You can't rewrite history. (And we shouldn't have to replay all this. It's still all there to see...)


I don't know why you're so willfully misreading this.

The project doesn't owe the contributors anything legally in terms of recognition (or payment, etc.) which was the subject being discussed. That's quite obvious from the context.

Nobody ever brought up legal ownership of content at all -- that's 100% your misinterpretation.

It's kind of amazing how you misunderstand comments and then go on to insult others for supposedly misunderstanding comments... and then proceed to then do it all over a second time! Amusingly ironic. Better luck in the future, my friend... ;)


Sorry, that's not going to work. The comment you responded to outright said these things:

- "MDN isn't yours."

- "Do they owe you something?'

- "You're not owed anything."

... and your response? "Legally, no"—but of course the problem with that response, again, is that legally, yes; they do owe something.

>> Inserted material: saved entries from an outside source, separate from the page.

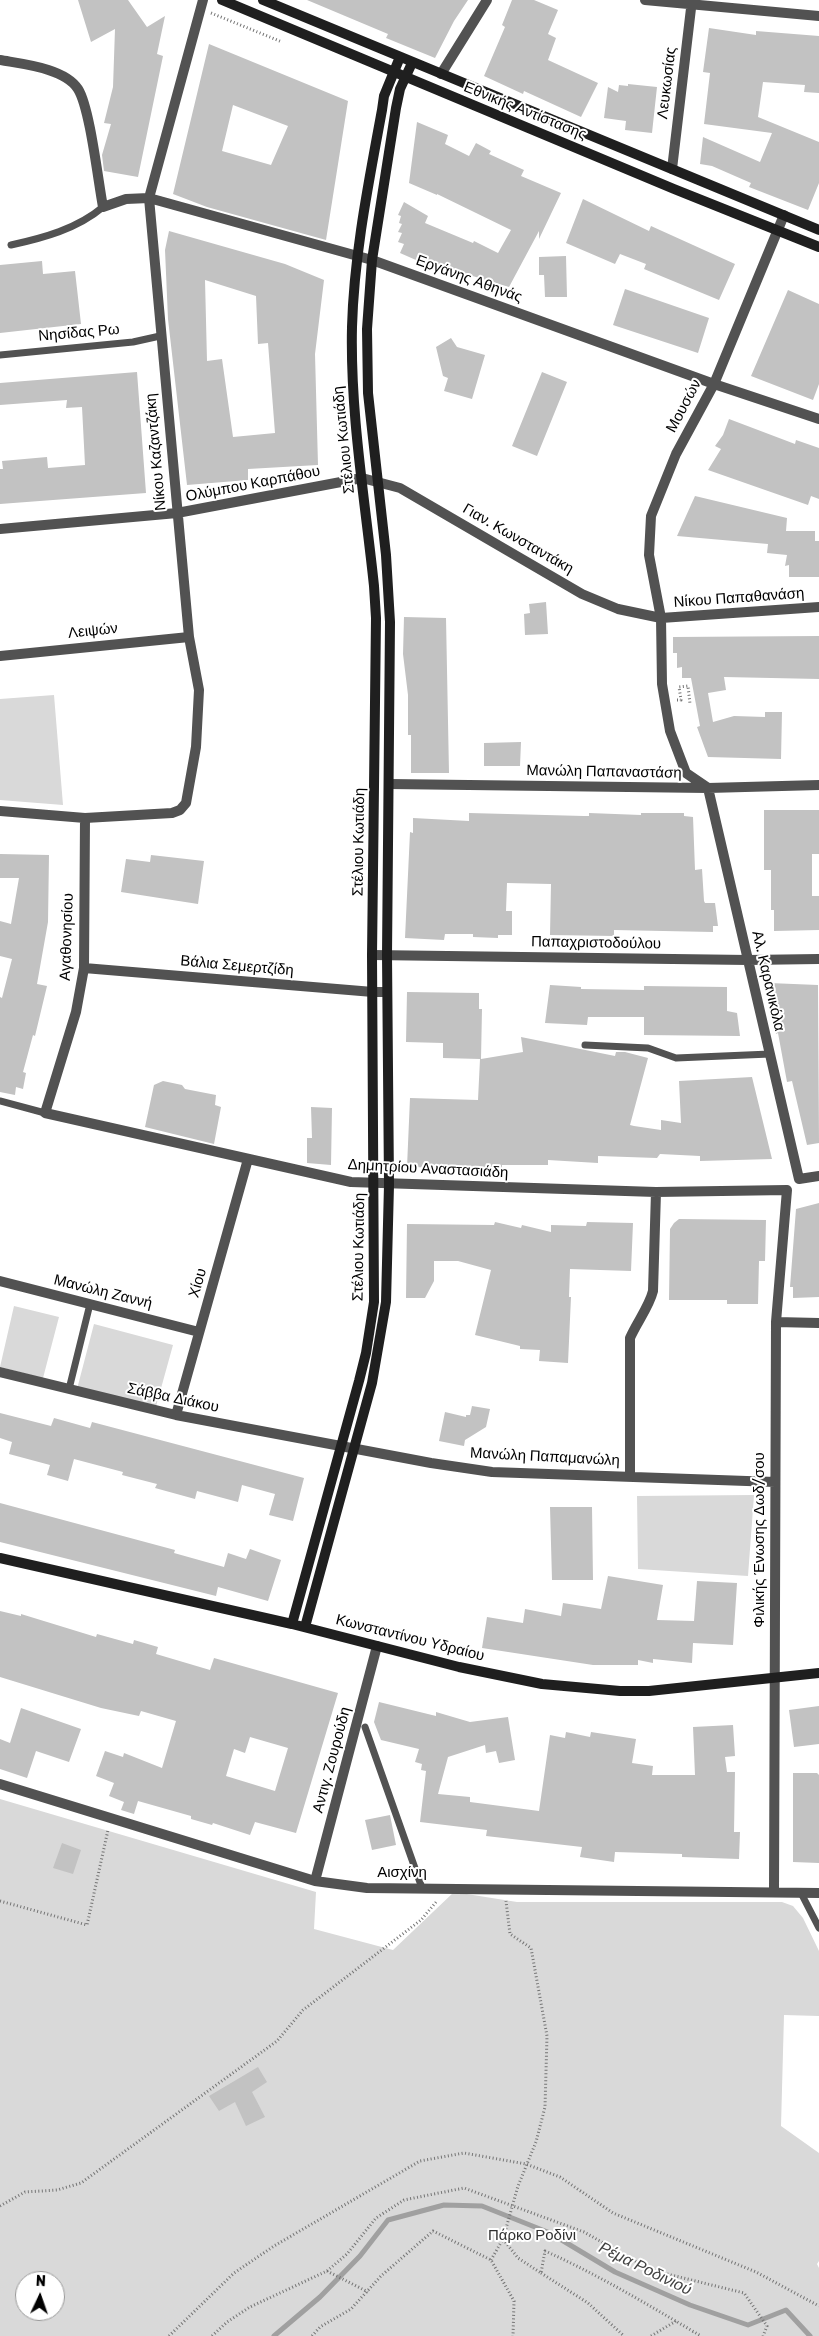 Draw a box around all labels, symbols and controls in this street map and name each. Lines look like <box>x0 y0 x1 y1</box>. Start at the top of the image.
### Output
street label: Λευκωσίας <box>654 46 680 120</box>
street label: Εθνικής Αντίστασης <box>461 78 589 144</box>
street label: Εργάνης Αθηνάς <box>414 251 524 307</box>
street label: Νησίδας Ρω <box>38 320 120 346</box>
street label: Μουσών <box>663 376 705 436</box>
street label: Στέλιου Κωτιάδη <box>329 385 359 495</box>
street label: Νίκου Καζαντζάκη <box>142 393 170 511</box>
street label: Ολύμπου Καρπάθου <box>184 462 322 506</box>
street label: Γιαν. Κωνσταντάκη <box>459 500 577 578</box>
street label: Νίκου Παπαθανάση <box>673 584 805 612</box>
street label: Λειψών <box>67 619 119 643</box>
street label: Μανώλη Παπαναστάση <box>526 762 682 782</box>
street label: Στέλιου Κωτιάδη <box>349 788 369 896</box>
street label: Αγαθονησίου <box>56 893 78 981</box>
street label: Αλ. Καρανικόλα <box>748 929 788 1033</box>
street label: Παπαχριστοδούλου <box>531 933 661 953</box>
street label: Βάλια Σεμερτζίδη <box>180 952 294 980</box>
street label: Δημητρίου Αναστασιάδη <box>347 1156 509 1182</box>
street label: Στέλιου Κωτιάδη <box>349 1193 369 1301</box>
street label: Χίου <box>185 1266 211 1300</box>
street label: Μανώλη Ζαννή <box>52 1271 154 1313</box>
street label: Σάββα Διάκου <box>125 1379 221 1417</box>
street label: Μανώλη Παπαμανώλη <box>470 1444 620 1470</box>
street label: Φιλικής Ένωσης Δωδ/σου <box>751 1452 769 1628</box>
street label: Κωνσταντίνου Υδραίου <box>334 1611 486 1665</box>
street label: Αντιγ. Ζουρούδη <box>309 1705 355 1815</box>
street label: Αισχίνη <box>377 1864 427 1882</box>
park label: Πάρκο Ροδίνι <box>488 2227 576 2245</box>
water label: Ρέμα Ροδινιού <box>595 2238 695 2300</box>
north arrow <box>15 2271 65 2321</box>
text: N <box>35 2273 46 2290</box>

So try rewriting the context and all the rhetorical gerrymandering you want, but it doesn't change that the fact that (a) there was a discussion in terms of legal responsibilities and (b) in that discussion about those responsibilities, your comments were incorrect. Being wrong because of a slip-up is fine—and it wasn't even wholly your slip-up; you were yes-anding someone else's comment. But this scrambling now to double down after it's pointed out and the subsequent projection—particularly in your last paragraph here—is more than a little annoying to encounter.

> The project doesn't owe the contributors anything legally in terms of recognition

... except they do, for the reasons already stated. Maybe there's some attempt at sleight of hand in your choice of the word "recognition" here (i.e., as distinct from "attribution", but even then, it's not clear whether any argument there, if there is one, would even hold up)—but it's not really important. Because "attribution" is the word that was used, attribution is what the BY part of CC-BY-SA stands for, and attribution is what's required by that license—yes, legally.

It's pretty bewildering that you think you have an argument here.


It doesn’t matter. License violations of different kinds are broken all the time and go unenforced due to cost, time, and energy.